GGUF Format¶
The GGUF (GPT-Generated Unified Format) is the standard binary format for storing quantized LLM weights. It is used by llama.cpp, Ollama, LM Studio, GPT4All, koboldcpp, and dozens of other tools in the local AI ecosystem.
Understanding this format is essential for structure-aware fuzzing — every field is a potential attack surface.
Binary Layout¶
block-beta
columns 1
A["Header (24 bytes)\nmagic | version | tensor_count | metadata_kv_count"]
B["Metadata KV Pairs\nkey_length | key | value_type | value\n(repeated metadata_kv_count times)"]
C["Tensor Info\nname_length | name | n_dims | dims[] | type | offset\n(repeated tensor_count times)"]
D["Alignment Padding\n(zero bytes to alignment boundary)"]

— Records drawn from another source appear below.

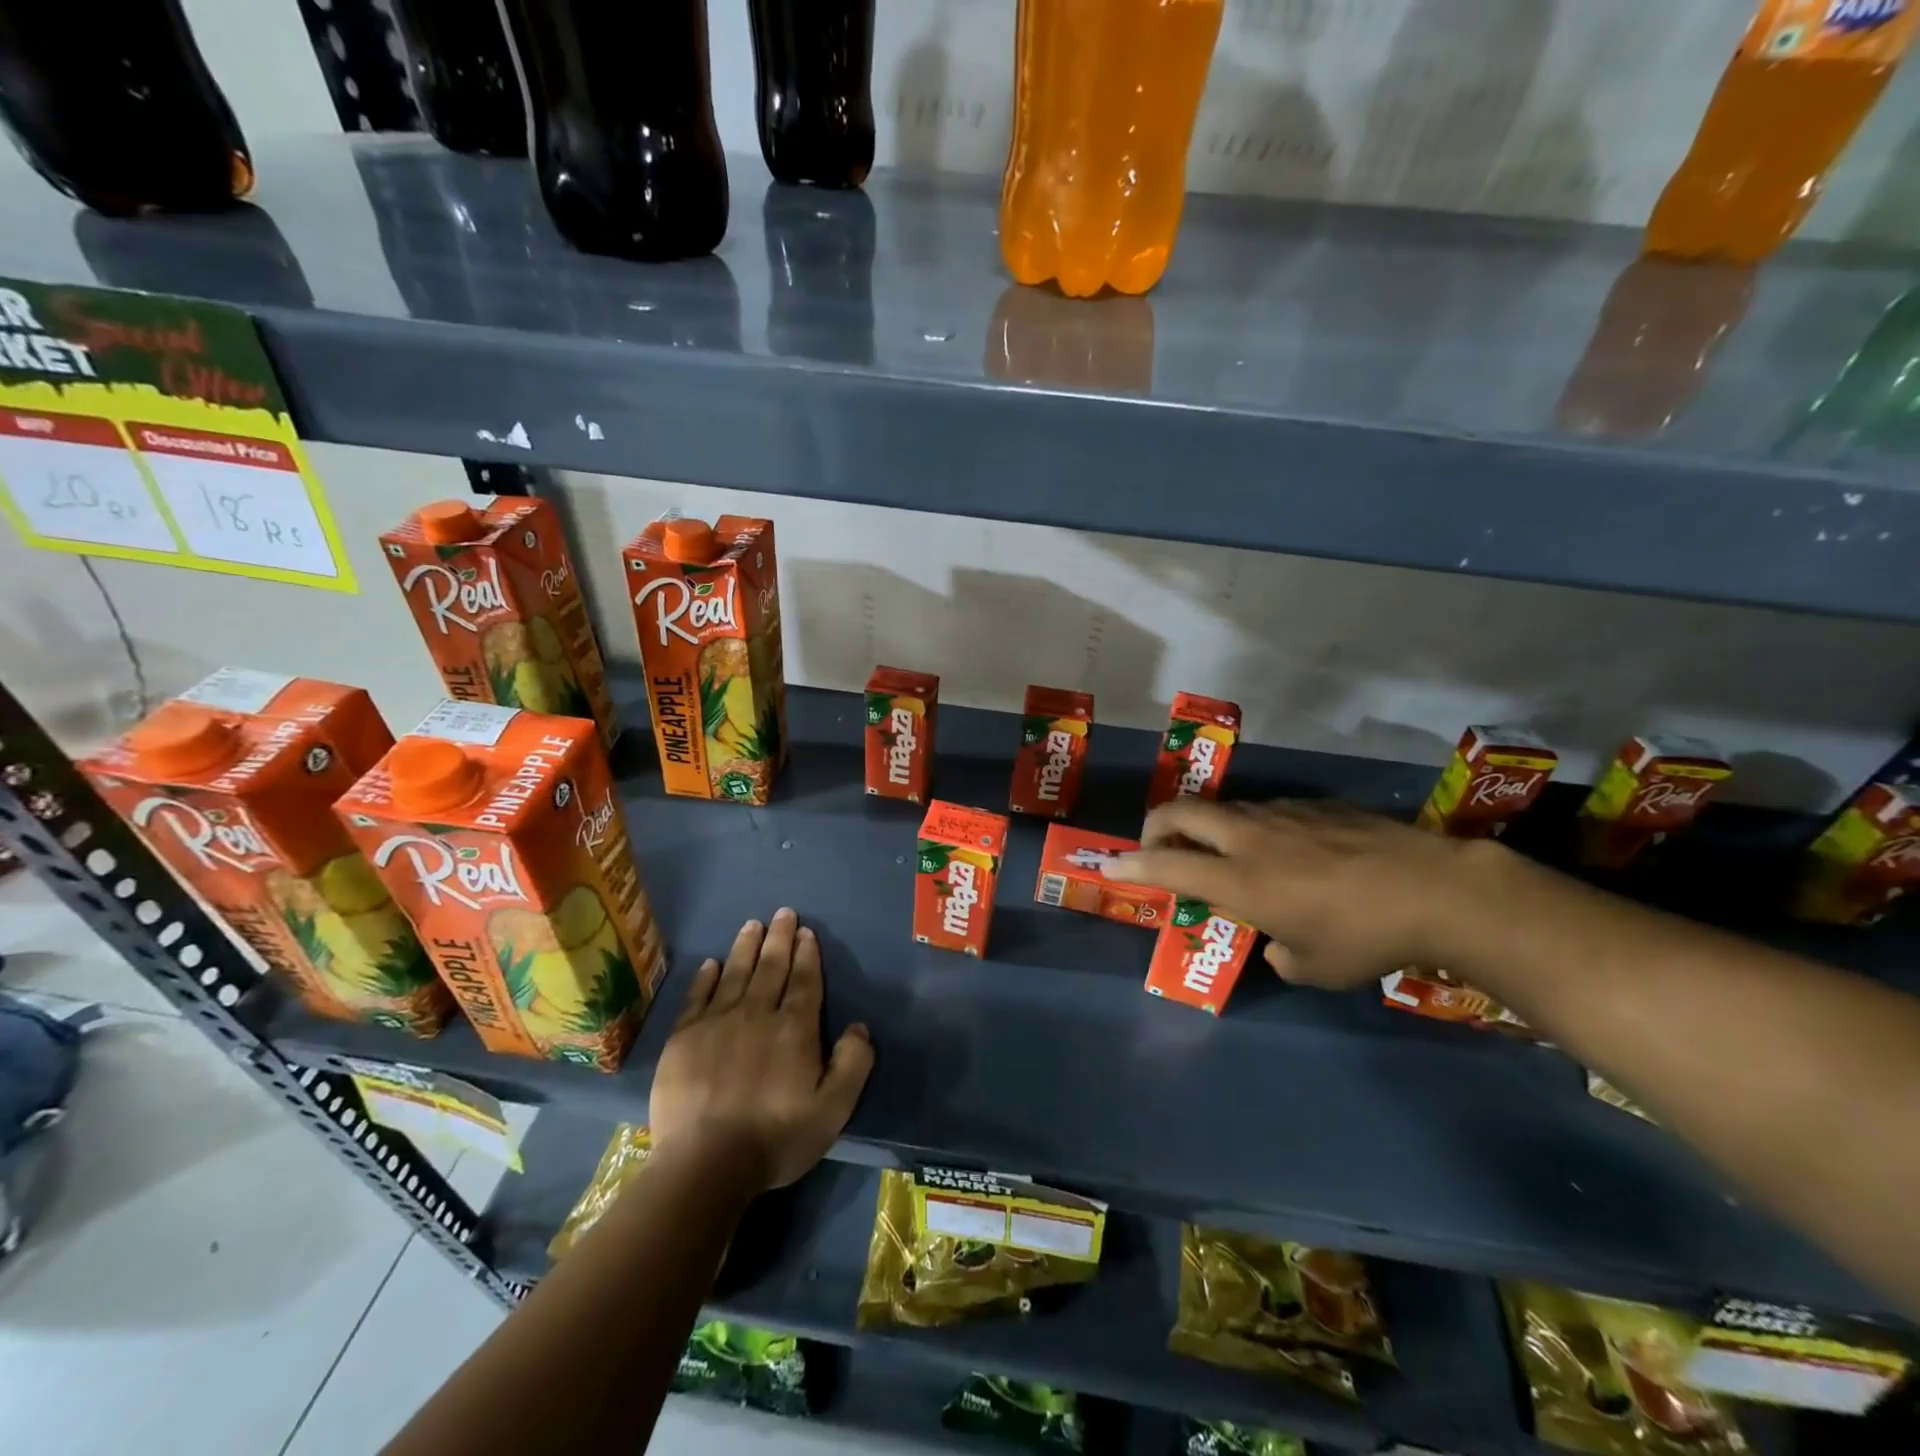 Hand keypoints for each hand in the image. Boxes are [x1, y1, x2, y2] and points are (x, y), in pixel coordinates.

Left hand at [649, 908, 873, 1190]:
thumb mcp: (833, 1110)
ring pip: (736, 973)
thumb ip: (852, 1064)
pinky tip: (712, 963)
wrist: (706, 1163)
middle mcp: (758, 1014)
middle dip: (779, 938)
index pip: (805, 981)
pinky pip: (698, 997)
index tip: (806, 932)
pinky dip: (707, 977)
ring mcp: (717, 1022)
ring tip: (752, 924)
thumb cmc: (775, 1137)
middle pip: (771, 967)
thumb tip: (859, 1027)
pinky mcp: (684, 1038)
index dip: (807, 955)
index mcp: (794, 1029)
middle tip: (783, 913)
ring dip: (746, 947)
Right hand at [1104, 798, 1492, 988]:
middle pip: (1182, 812)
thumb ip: (1278, 953)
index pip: (1166, 864)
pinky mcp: (1314, 805)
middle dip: (1155, 825)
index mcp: (1239, 879)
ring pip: (1224, 808)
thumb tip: (1278, 942)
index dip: (1131, 864)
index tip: (1110, 865)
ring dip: (1207, 826)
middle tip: (1155, 845)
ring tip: (1222, 851)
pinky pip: (1267, 811)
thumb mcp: (1313, 968)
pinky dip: (1253, 827)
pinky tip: (1286, 851)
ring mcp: (1282, 814)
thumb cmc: (1365, 937)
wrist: (1436, 889)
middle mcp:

E["Tensor Data\n(raw weight data at specified offsets)"] Header¶
The header is always exactly 24 bytes, all fields little-endian:
| Offset | Size | Field | Description |
|---|---|---|---|
| 0 | 4 | magic | Always GGUF (0x47475546) |
| 4 | 4 | version | Format version (currently 3) |
| 8 | 8 | tensor_count | Number of tensors in the file |
| 16 | 8 | metadata_kv_count | Number of metadata key-value pairs |
Metadata Value Types¶
Each metadata entry stores a key (UTF-8 string) and a typed value:
| ID | Type | Size (bytes) | Go Type |
|---|---|---|---|
| 0 | UINT8 | 1 | uint8 |
| 1 | INT8 | 1 | int8 |
| 2 | UINT16 | 2 | uint16 |
| 3 | INT16 | 2 | int16 |
| 4 | FLOAT16 | 2 | uint16 (raw bits) |
| 5 | UINT32 | 4 | uint32 |
| 6 | INT32 | 4 | int32 |
| 7 | FLOAT32 | 4 | float32 |
| 8 | BOOL | 1 | bool |
| 9 | STRING | variable | string |
| 10 | ARRAY | variable | ArrayValue |
| 11 | UINT64 | 8 | uint64 |
| 12 | INT64 | 8 | int64 |
| 13 | FLOAT64 | 8 | float64 |
Array Values¶
Arrays contain a nested type tag and count:
element_type: uint32 // One of the value types above
count: uint64 // Number of elements
elements: variable // count × element data
Tensor Info¶
Each tensor entry describes a weight matrix:
| Field | Type | Description |
|---|---|---|
name_length | uint64 | Length of tensor name in bytes |
name | utf8 | Tensor name (e.g., blk.0.attn_q.weight) |
n_dims | uint32 | Number of dimensions (1-4 per spec) |
dims | uint64[n_dims] | Size of each dimension |
type | uint32 | GGML quantization type |
offset | uint64 | Byte offset from start of tensor data section |
The total data size for a tensor is calculated as:
n_elements = dims[0] × dims[1] × ... × dims[n_dims-1]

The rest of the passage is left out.